> [Problem details]: Pull each line containing "wrist" from the data.

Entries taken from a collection
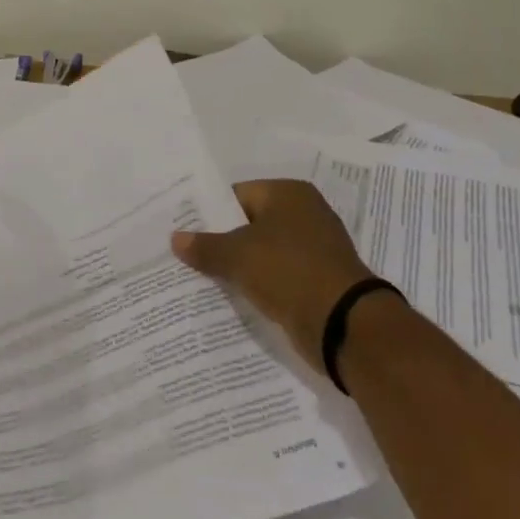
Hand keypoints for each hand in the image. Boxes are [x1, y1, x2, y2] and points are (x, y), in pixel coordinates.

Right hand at [171, 179, 385, 363]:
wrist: (344, 325)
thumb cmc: (289, 271)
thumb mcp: (238, 256)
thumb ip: (205, 246)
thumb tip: (175, 238)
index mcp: (288, 194)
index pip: (237, 195)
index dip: (208, 212)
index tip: (183, 230)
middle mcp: (305, 213)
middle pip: (249, 223)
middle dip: (221, 240)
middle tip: (187, 255)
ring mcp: (314, 248)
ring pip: (263, 252)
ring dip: (240, 265)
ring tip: (202, 278)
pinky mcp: (317, 280)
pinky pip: (278, 276)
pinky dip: (259, 284)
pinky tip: (234, 296)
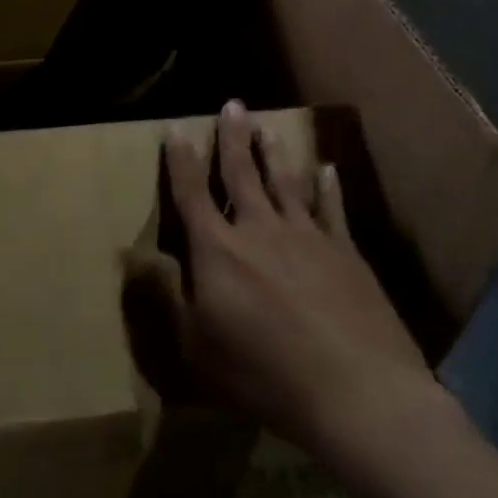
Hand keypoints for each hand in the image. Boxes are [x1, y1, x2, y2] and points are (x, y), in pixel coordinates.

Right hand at [129, 100, 441, 453]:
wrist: (356, 392)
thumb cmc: (265, 376)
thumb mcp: (197, 348)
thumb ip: (169, 299)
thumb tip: (141, 259)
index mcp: (218, 251)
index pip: (192, 194)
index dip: (181, 161)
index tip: (176, 129)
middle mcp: (260, 230)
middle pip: (241, 174)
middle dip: (233, 139)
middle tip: (233, 105)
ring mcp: (307, 237)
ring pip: (285, 182)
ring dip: (273, 153)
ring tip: (267, 126)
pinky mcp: (345, 252)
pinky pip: (332, 209)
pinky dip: (327, 187)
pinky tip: (327, 168)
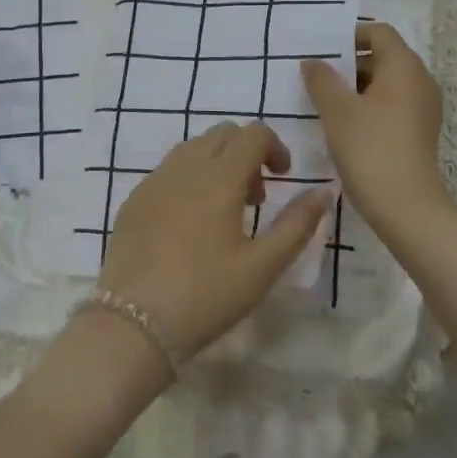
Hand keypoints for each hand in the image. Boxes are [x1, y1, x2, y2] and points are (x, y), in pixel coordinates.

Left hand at [100, 122, 334, 361]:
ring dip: (216, 164)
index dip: (275, 147)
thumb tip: (323, 191)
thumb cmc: (207, 295)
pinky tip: (189, 225)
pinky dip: (188, 179)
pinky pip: (167, 171)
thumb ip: (297, 224)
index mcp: (219, 177)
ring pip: (192, 149)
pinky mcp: (133, 201)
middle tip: (255, 199)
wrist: (133, 324)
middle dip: (246, 153)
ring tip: (224, 211)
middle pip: (222, 134)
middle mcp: (184, 167)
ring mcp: (153, 181)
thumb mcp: (263, 265)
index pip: (253, 133)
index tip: (283, 179)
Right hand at [302, 22, 452, 234]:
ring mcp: (423, 107)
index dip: (350, 35)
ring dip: (356, 87)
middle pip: (383, 56)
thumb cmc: (370, 148)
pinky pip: (392, 104)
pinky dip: (369, 106)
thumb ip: (321, 80)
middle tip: (316, 78)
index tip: (322, 52)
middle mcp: (420, 80)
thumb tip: (313, 62)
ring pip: (386, 83)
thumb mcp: (337, 111)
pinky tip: (344, 125)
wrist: (406, 206)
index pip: (379, 32)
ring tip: (325, 102)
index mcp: (404, 66)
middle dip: (349, 63)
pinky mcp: (420, 130)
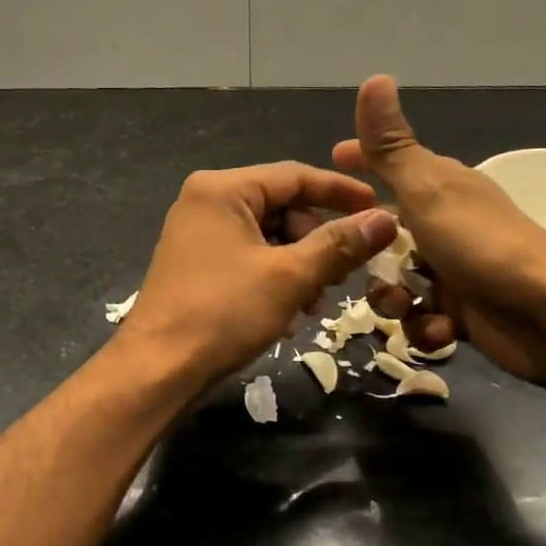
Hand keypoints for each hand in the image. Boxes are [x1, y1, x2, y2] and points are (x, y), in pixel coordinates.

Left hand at [124, 162, 398, 384]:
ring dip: (300, 265)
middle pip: (282, 206)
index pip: (295, 175)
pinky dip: (275, 277)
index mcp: (223, 188)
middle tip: (342, 275)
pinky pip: (248, 256)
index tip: (380, 209)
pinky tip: (290, 312)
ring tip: (316, 302)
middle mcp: (206, 201)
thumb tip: (387, 220)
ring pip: (268, 236)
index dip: (341, 192)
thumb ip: (340, 244)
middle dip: (317, 240)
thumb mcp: (290, 276)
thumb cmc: (224, 312)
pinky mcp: (197, 263)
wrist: (158, 369)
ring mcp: (198, 233)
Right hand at [332, 76, 545, 390]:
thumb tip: (375, 77)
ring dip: (393, 300)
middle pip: (385, 233)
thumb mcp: (427, 190)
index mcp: (440, 187)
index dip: (360, 162)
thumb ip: (391, 146)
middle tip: (350, 263)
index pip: (390, 165)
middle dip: (366, 253)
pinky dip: (425, 327)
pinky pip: (422, 318)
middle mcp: (446, 225)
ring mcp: (455, 270)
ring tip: (403, 307)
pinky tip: (438, 329)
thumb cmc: (481, 245)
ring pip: (397, 282)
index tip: (331, 159)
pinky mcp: (463, 313)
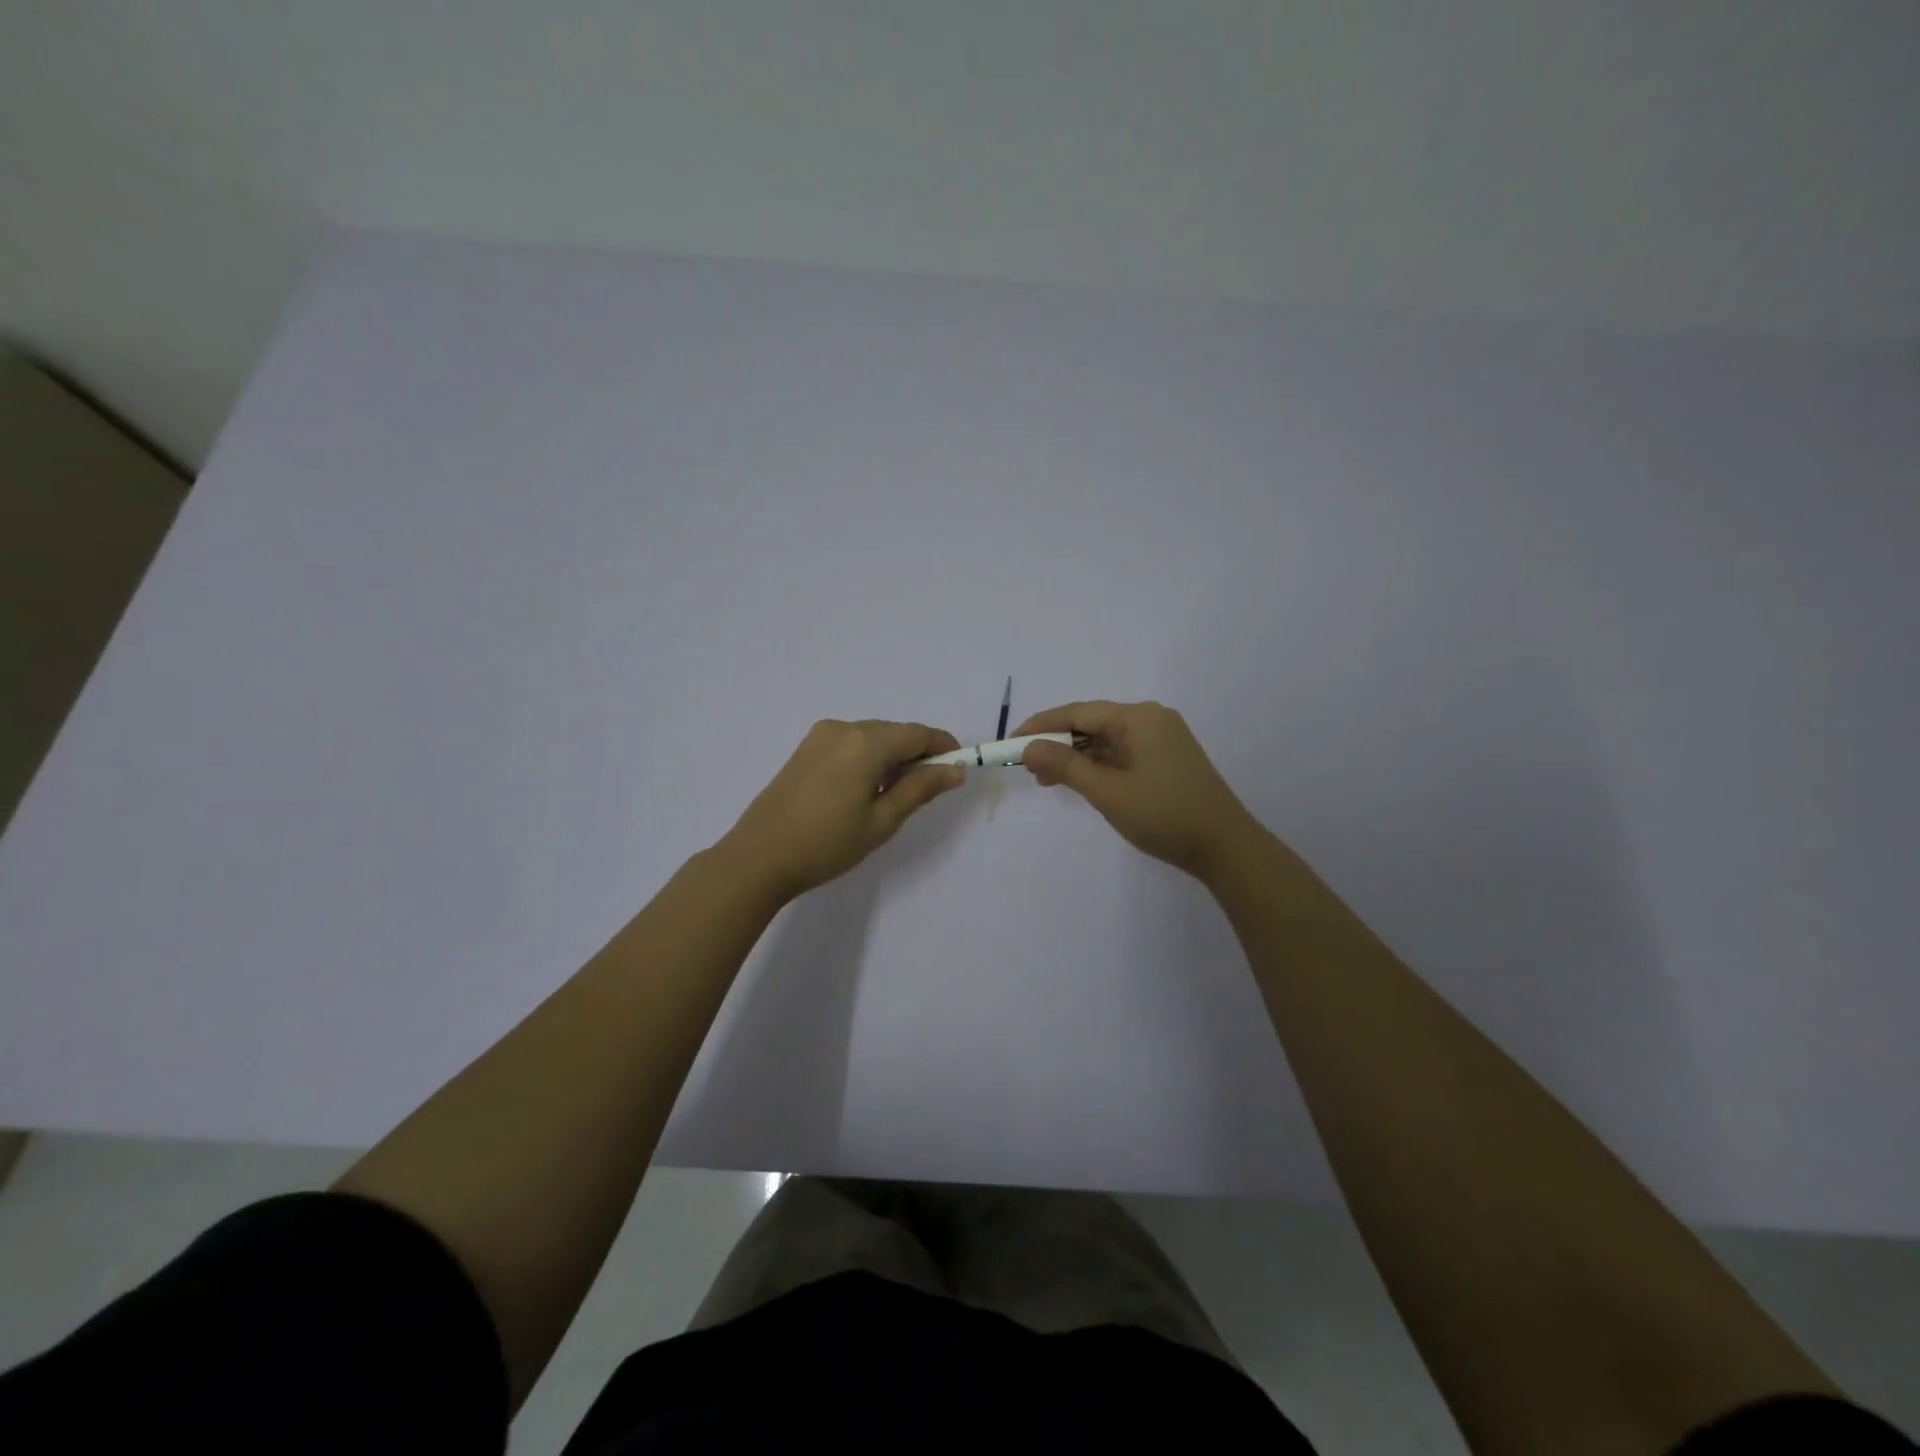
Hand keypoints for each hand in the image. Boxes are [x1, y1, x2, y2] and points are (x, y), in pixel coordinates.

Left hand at [718, 720, 964, 901]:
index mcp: (866, 742)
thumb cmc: (827, 843)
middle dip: (917, 754)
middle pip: (894, 733)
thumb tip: (955, 770)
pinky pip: (850, 744)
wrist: (758, 858)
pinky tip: (865, 790)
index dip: (944, 748)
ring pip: (872, 738)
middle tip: (929, 790)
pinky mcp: (805, 749)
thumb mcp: (882, 821)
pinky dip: (868, 759)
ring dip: (892, 757)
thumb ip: (920, 789)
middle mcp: (843, 728)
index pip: (918, 734)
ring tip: (895, 796)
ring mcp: (820, 736)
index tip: (959, 769)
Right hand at [1015, 700, 1265, 882]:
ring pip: (1106, 739)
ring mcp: (1162, 739)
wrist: (1225, 847)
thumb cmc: (1165, 815)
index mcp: (1139, 718)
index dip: (1041, 726)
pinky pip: (1122, 752)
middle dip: (1057, 743)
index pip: (1078, 712)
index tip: (1011, 743)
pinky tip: (1080, 782)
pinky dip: (1098, 765)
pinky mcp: (1166, 758)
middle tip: (1027, 767)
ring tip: (1047, 780)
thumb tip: (1028, 748)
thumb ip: (1066, 767)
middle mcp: (1151, 719)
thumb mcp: (1108, 792)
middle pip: (1092, 723)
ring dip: (1076, 756)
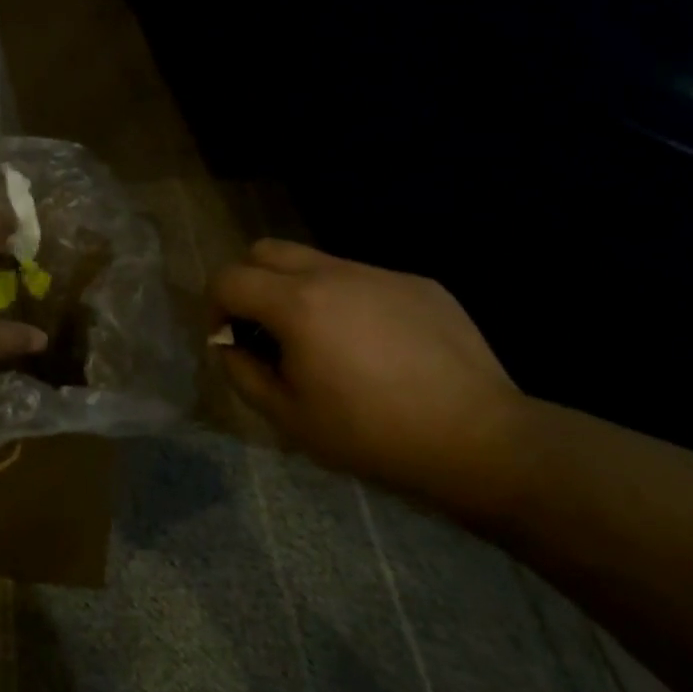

> [Problem solution]:
wrist: (344, 325)
wrist: (356, 392)
wrist: (133, 324)
wrist: (406, 206)
wrist: (158, 369)
wrist: (758, 858)
wrist: (1225, 847)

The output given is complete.